PROBLEM DETAILS ->
Indicate only the number of lines in the listing below in which the word "أنيس" appears.

PROVIDED DATA ->
##############################
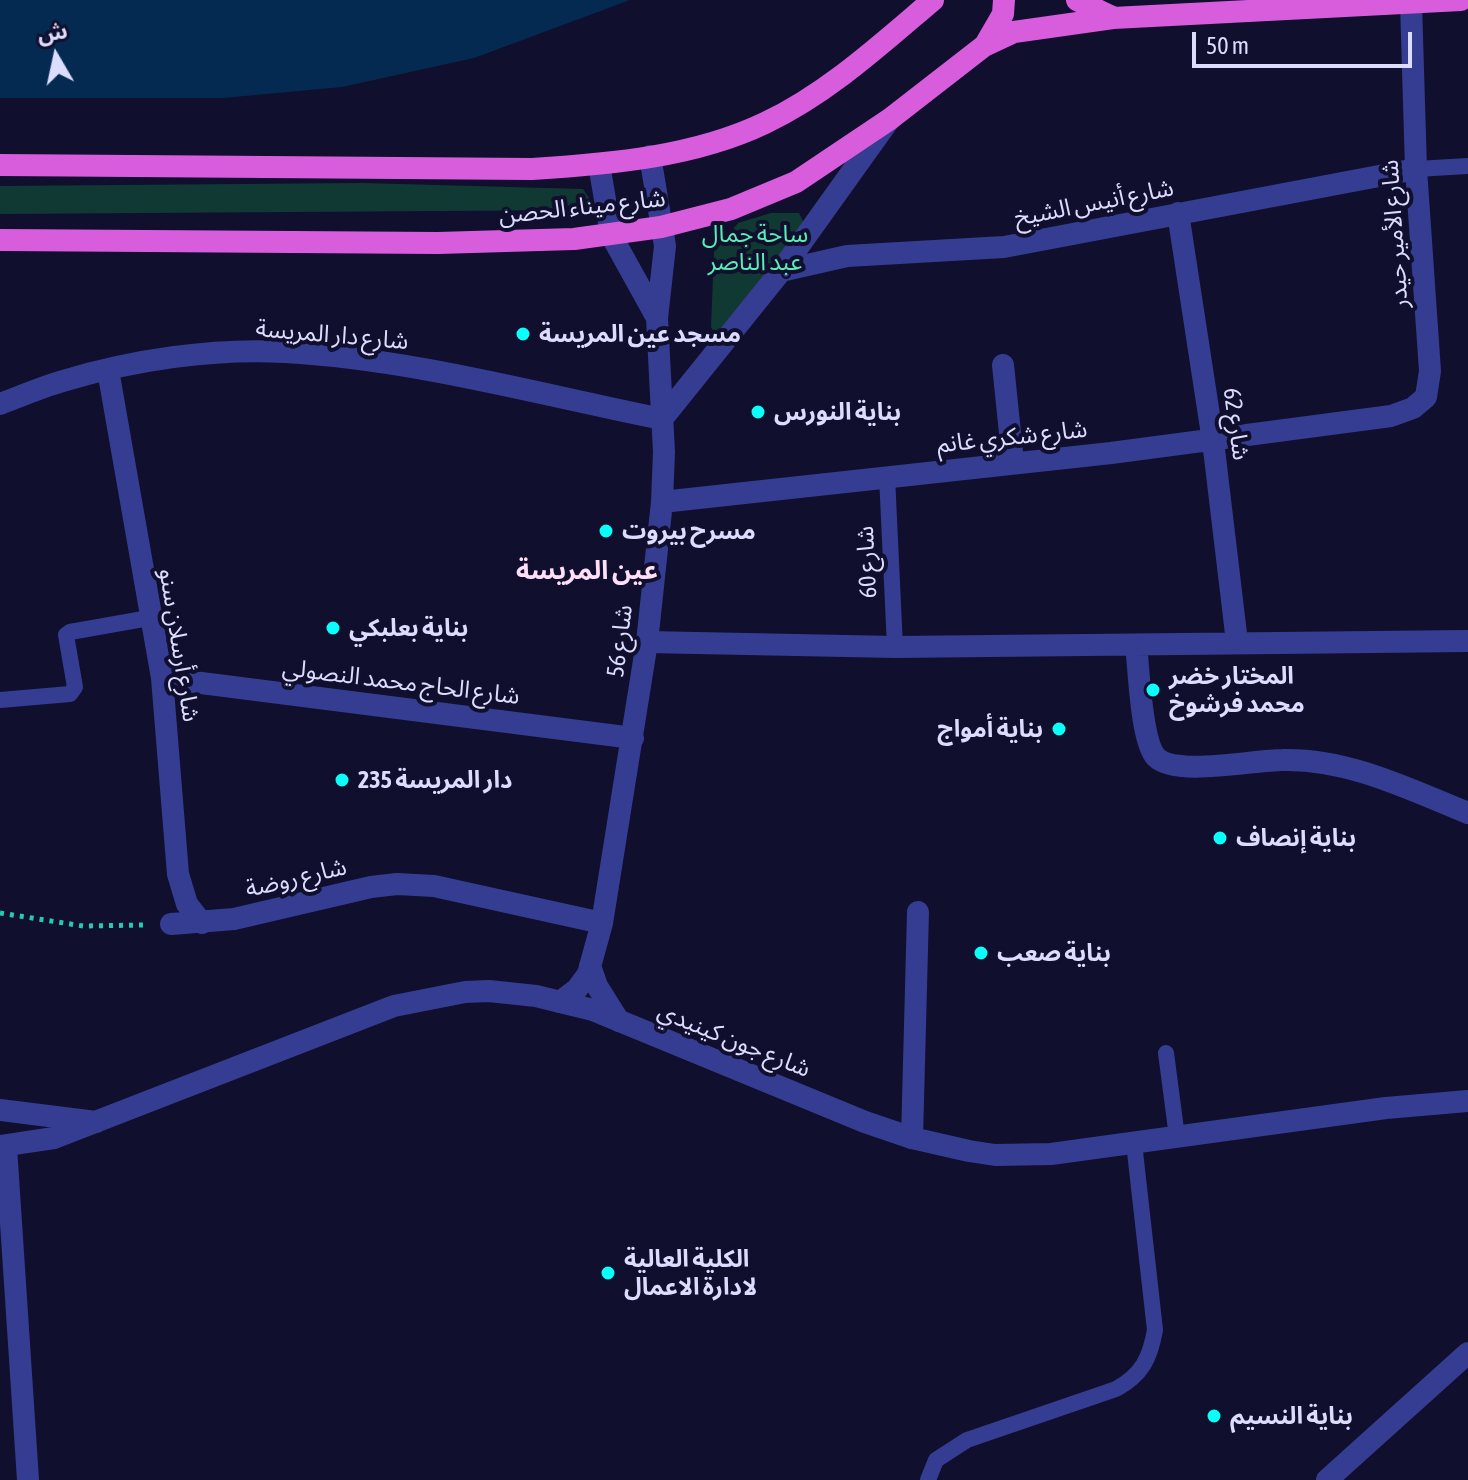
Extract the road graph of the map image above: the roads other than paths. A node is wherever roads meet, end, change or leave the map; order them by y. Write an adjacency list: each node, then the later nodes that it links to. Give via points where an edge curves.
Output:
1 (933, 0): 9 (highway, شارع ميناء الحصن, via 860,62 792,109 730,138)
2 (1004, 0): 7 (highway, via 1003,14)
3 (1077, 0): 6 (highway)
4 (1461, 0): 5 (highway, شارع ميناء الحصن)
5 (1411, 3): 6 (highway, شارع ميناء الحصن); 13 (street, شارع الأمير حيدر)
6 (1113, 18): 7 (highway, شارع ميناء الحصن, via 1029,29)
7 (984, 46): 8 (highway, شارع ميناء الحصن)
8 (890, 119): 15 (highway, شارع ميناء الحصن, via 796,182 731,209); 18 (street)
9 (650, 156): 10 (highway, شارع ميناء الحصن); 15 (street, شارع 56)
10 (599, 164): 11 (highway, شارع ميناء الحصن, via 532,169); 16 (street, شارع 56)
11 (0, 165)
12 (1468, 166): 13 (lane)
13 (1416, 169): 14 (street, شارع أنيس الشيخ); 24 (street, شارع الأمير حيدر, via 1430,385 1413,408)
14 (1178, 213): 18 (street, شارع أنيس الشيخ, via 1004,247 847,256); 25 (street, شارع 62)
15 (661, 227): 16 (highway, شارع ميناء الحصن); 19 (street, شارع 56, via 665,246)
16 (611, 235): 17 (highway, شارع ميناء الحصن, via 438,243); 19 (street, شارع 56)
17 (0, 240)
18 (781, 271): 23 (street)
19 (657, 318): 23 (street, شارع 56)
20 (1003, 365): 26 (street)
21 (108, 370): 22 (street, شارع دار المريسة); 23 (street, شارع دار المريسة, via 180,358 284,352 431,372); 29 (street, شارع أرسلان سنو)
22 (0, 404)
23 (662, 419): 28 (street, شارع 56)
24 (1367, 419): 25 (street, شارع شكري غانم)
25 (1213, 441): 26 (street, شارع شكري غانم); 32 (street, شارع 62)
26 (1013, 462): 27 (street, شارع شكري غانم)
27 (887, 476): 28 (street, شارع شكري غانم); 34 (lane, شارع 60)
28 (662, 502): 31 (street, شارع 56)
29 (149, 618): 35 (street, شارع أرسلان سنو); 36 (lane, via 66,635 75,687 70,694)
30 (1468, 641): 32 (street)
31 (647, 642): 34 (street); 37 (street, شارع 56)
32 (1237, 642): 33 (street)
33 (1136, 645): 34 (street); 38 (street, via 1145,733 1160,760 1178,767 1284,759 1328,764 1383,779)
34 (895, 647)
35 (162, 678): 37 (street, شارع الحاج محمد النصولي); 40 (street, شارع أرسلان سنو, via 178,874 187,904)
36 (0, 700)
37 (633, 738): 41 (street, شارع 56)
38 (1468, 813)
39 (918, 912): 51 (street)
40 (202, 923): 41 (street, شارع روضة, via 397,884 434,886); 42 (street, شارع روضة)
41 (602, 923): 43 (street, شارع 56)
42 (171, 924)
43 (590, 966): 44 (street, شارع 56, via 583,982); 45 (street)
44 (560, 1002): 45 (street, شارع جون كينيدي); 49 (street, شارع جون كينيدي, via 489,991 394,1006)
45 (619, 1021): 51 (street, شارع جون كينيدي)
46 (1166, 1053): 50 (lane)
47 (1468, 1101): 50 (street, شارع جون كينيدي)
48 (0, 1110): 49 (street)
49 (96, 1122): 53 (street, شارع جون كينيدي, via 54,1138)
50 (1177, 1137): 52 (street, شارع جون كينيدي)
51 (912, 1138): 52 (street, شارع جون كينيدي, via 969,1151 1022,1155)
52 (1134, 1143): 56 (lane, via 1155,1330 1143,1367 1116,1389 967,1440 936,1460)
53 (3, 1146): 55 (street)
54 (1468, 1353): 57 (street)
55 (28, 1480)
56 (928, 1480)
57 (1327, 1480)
##############################
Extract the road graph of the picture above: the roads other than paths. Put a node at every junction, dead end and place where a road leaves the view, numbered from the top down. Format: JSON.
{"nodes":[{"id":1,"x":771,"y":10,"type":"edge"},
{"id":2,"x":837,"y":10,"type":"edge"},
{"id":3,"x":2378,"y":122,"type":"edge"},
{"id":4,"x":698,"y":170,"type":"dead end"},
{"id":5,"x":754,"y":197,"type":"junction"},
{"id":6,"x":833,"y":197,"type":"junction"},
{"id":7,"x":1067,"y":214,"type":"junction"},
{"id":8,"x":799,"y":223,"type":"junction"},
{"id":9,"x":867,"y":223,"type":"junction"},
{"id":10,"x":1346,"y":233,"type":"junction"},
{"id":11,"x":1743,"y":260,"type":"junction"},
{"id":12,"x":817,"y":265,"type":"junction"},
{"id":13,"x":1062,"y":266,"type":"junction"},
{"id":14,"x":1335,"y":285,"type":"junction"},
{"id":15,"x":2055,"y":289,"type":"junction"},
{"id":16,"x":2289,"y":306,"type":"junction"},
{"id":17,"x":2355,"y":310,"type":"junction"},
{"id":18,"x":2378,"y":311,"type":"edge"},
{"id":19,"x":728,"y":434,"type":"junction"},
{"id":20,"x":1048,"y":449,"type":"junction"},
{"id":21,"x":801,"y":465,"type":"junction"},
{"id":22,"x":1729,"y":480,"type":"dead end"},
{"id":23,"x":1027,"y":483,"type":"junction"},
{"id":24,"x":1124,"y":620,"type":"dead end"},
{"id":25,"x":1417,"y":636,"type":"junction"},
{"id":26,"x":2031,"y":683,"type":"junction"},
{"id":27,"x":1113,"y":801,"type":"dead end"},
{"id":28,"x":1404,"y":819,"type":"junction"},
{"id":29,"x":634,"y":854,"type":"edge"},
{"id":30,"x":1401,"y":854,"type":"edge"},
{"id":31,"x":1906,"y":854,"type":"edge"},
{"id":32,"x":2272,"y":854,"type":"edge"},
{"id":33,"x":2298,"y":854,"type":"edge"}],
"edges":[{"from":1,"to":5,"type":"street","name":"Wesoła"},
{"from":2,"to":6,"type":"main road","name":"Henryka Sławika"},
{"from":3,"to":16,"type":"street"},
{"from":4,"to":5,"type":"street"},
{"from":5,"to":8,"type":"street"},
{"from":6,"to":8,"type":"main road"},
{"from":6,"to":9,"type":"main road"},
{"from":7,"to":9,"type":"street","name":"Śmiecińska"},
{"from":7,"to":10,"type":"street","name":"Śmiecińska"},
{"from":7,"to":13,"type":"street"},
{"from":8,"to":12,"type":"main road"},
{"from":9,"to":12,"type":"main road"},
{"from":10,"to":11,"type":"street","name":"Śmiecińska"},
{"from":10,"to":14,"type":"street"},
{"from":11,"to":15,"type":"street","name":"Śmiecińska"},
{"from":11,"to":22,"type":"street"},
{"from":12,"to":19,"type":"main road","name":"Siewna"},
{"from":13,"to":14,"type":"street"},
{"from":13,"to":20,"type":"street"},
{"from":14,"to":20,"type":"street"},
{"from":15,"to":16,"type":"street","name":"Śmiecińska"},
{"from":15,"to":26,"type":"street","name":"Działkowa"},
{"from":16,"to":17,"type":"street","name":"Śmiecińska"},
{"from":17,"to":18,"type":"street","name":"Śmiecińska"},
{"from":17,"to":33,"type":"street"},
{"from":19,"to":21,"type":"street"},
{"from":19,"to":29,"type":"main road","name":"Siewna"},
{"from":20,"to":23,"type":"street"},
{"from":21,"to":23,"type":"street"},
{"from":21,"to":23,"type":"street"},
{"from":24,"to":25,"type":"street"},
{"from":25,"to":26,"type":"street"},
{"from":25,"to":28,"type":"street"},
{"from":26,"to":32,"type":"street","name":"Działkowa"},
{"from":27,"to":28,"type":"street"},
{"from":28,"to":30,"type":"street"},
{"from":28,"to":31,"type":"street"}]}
##############################
SOLVED PROBLEM ->
2